Quando Fernando e Isabel de Castela expulsaram os judeus e os árabes da Espanha, não sabiam que estavam se desfazendo do melhor da cultura espanhola. É inconcebível São Paulo sem nordestinos, apesar dos movimentos de xenofobia que vez por outra estouram, parecido com o que se via em relação aos judeus na Europa, em cores amenas, é verdade. Essas questões têm se agravado com o crescimento das cidades brasileiras, aumentando a criminalidade, a violência no trânsito, o uso de álcool e drogas. E em movimentos desordenados, explosões na rua, como as de 2013. Mas a volta ao campo ainda não é significativa. No Nordeste, é uma saída pouco viável, por conta da insegurança. O sonho da contracultura e do movimento hippie, do retorno a uma vida mais simples, em contato com a natureza, não se concretizou. Apesar de ter sido frustrado o sonho da cidade grande, que se fortalecera no após Segunda Guerra. Para onde vamos agora? Essa é a grande pergunta.

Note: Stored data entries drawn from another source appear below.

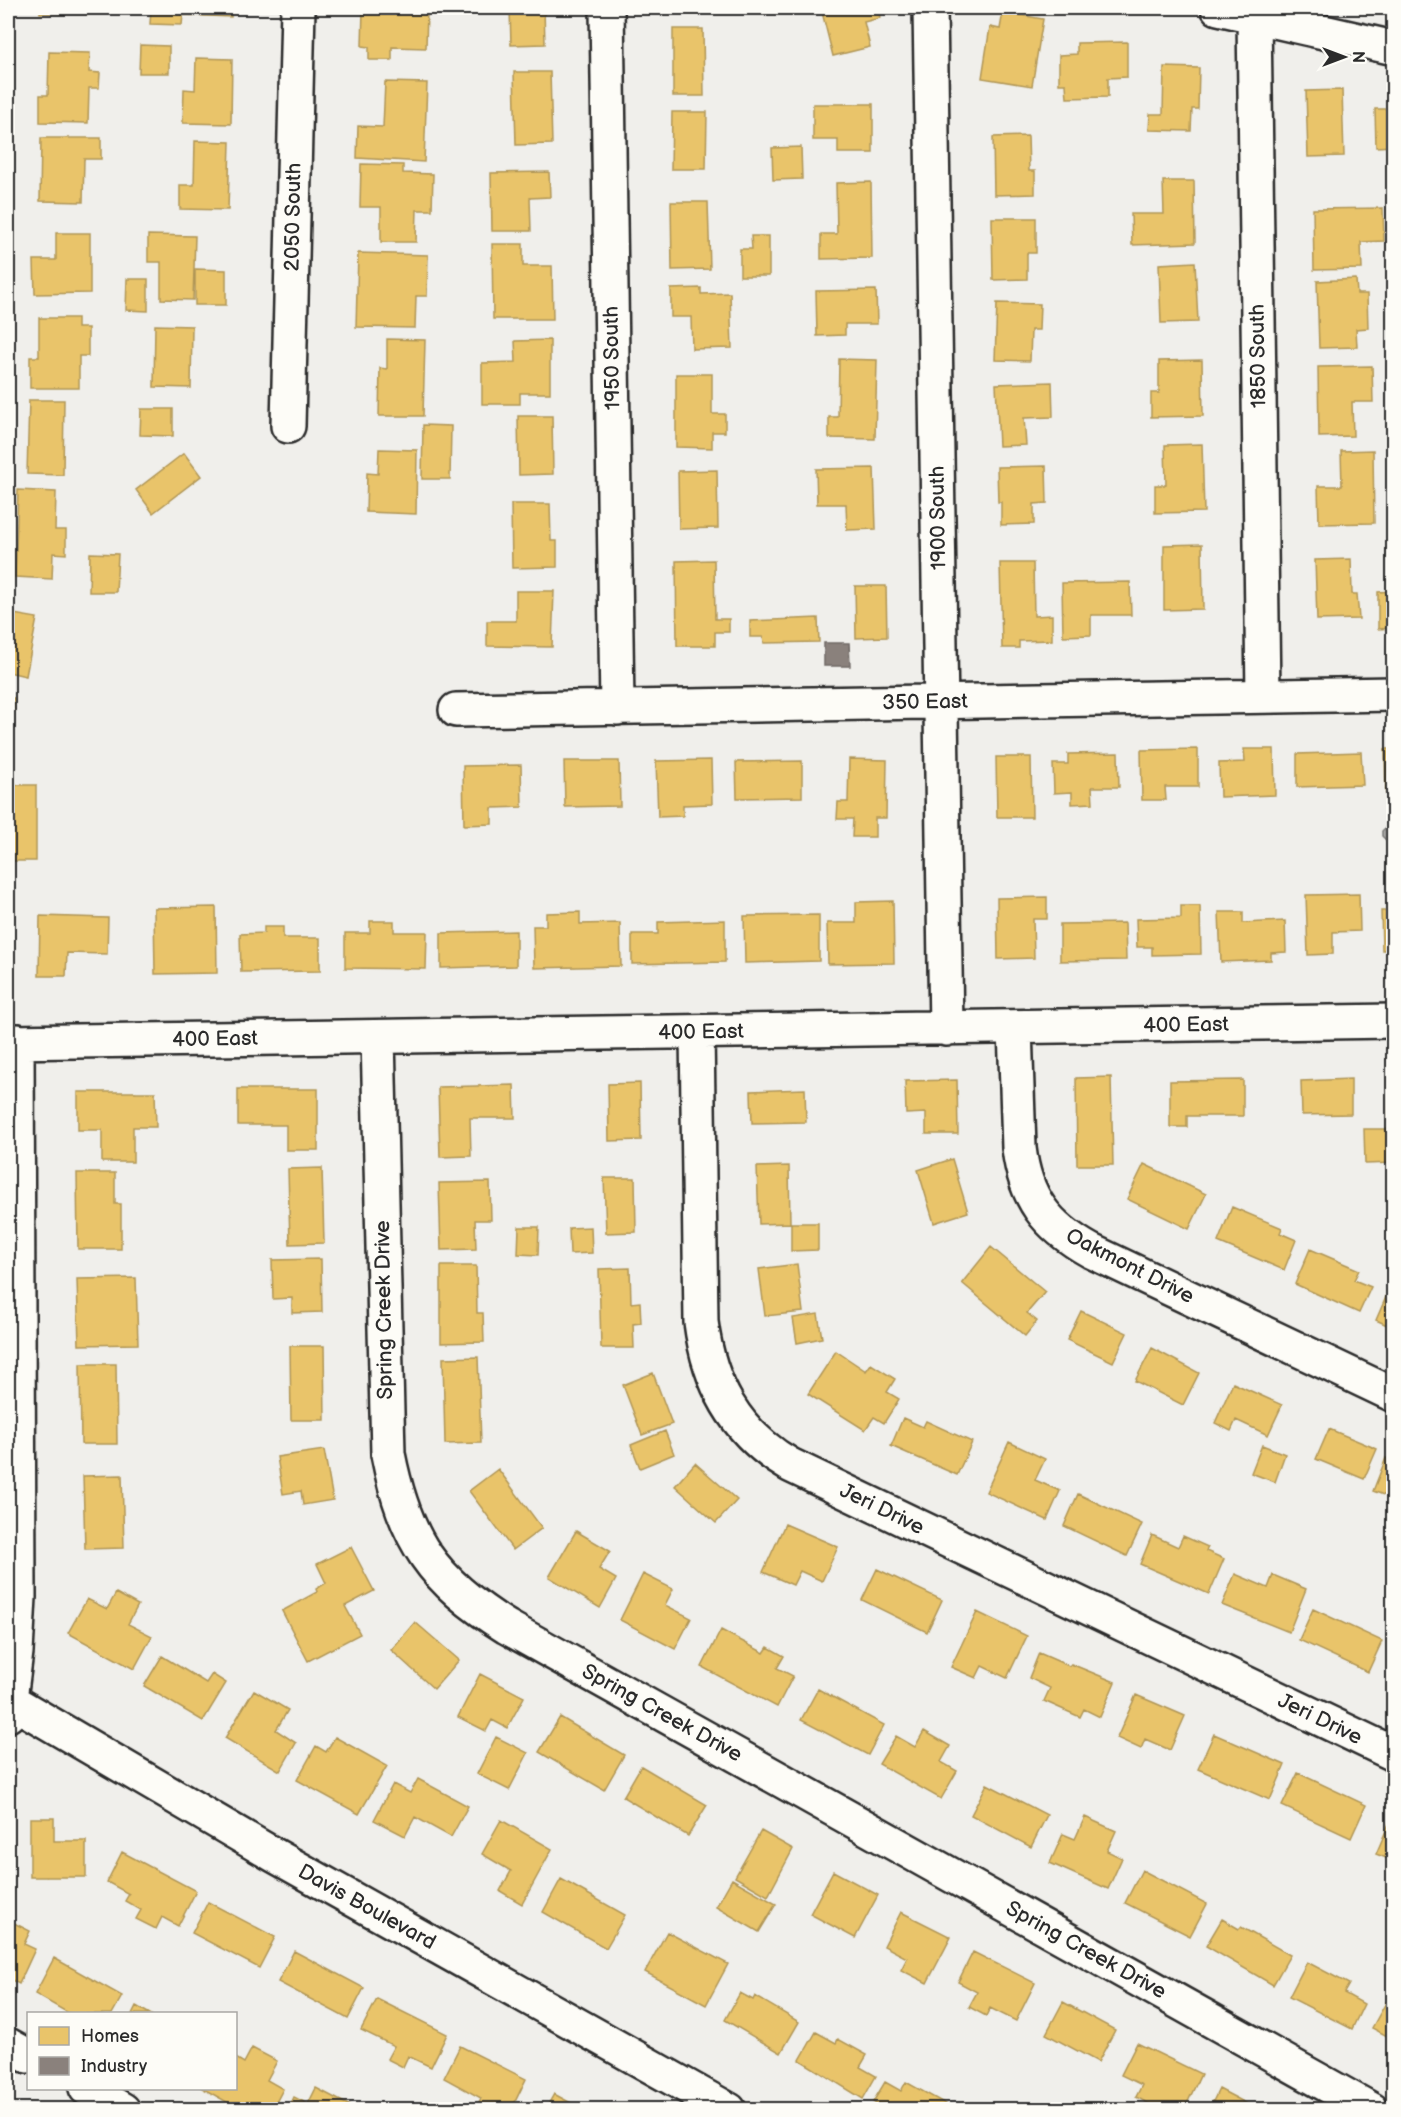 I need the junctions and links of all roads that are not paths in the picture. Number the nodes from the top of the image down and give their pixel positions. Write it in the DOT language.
graph roads {
  1 [pos="298,8"];
  2 [pos="607,8"];
  3 [pos="930,8"];
  4 [pos="1218,8"];
  5 [pos="1254,16"];
  6 [pos="1394,48"];
  7 [pos="288,426"];
  8 [pos="1394,694"];
  9 [pos="1263,696"];
  10 [pos="941,702"];
  11 [pos="617,708"];
  12 [pos="456,710"];
  13 [pos="1394,1021"];
  14 [pos="1015,1028"];
  15 [pos="946,1029"];
  16 [pos="697,1032"];
  17 [pos="378,1037"];
  18 [pos="12,1042"];
  19 [pos="1394,1395"];
  20 [pos="8,1705"];
  21 [pos="1394,1754"];
  22 [pos="8,2045"];
  23 [pos="27,2055"];
  24 [pos="89,2090"];
  25 [pos="116,2108"];
  26 [pos="729,2109"];
  27 [pos="1372,2109"];
  1 -- 7 [label="street, 2050 South"];
  2 -- 11 [label="street, 1950 South"];
  3 -- 10 [label="street, 1900 South"];
  4 -- 5 [label="street"];
  5 -- 6 [label="street"];
  5 -- 9 [label="street, 1850 South"];
  8 -- 9 [label="street, 350 East"];
  9 -- 10 [label="street, 350 East"];
  10 -- 11 [label="street, 350 East"];
  10 -- 15 [label="street, 1900 South"];
  11 -- 12 [label="street, 350 East"];
  13 -- 14 [label="street, 400 East"];
  14 -- 15 [label="street, 400 East"];
  14 -- 19 [label="street, Oakmont Drive"];
  15 -- 16 [label="street, 400 East"];
  16 -- 17 [label="street, 400 East"];
  16 -- 21 [label="street, Jeri Drive"];
  17 -- 18 [label="street, 400 East"];
  17 -- 27 [label="street, Spring Creek Drive"];
  18 -- 20 [label="street"];
  20 -- 26 [label="street, Davis Boulevard"];
  22 -- 23 [label="street"];
  24 -- 25 [label="street"];
}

Qual a sua reação ao perceber o quanto a palavra “seca” define o Nordeste, de forma pejorativa para os não-nordestinos?

Meu novo livro de contos, a sair pela Alfaguara, abre com uma narrativa que se passa na cidade de Iorque, na Inglaterra. Curiosamente, ele termina com uma digressão sobre a água. Lá pelo meio do livro, tem a história de duas velhas que moram numa casa centenária, transformada em museu. Na frente dela, homens trabalham nas obras de transposição do Rio São Francisco. A questão da água é bem presente nesse conto. Uma das personagens até faz o relato dos campos de concentração existentes no Ceará, durante as secas. Comecei afirmando que as secas são uma realidade presente e dominante. Minha literatura também se ocupa disso, quando é necessário. A seca no Nordeste existe, está aí, como agora existe em São Paulo, está aí. Talvez algum escritor paulista escreva um romance ambientado nessa atmosfera atual. É possível. Ontem, vi que uma agência de publicidade ofereceu aos seus funcionários um prêmio para quem criasse uma ideia brilhante sobre maneiras de economizar água. Três agentes ganharam, embora eu tenha achado as ideias chochas. Eles não se envergonham de reconhecer que há seca em São Paulo. Eu não me envergonho de reconhecer que o Nordeste, onde nasci e moro é seco e que essa realidade moldou a nossa cultura, o que somos, pensamos, sonhamos e fazemos. Quanto a serem pejorativos os de fora? Há os que não são. Houve um tempo em que essa constatação me incomodava bastante. Não aceito nenhuma forma de violência ou terror. Acho o preconceito e o deboche um subproduto da natureza humana, uma sem razão. Hoje, tenho algumas respostas para algumas perguntas e comentários. Quase nunca eu as uso porque não acho necessário usar. Pratico a política da paz. Mas não durmo no ponto, nem fico calado.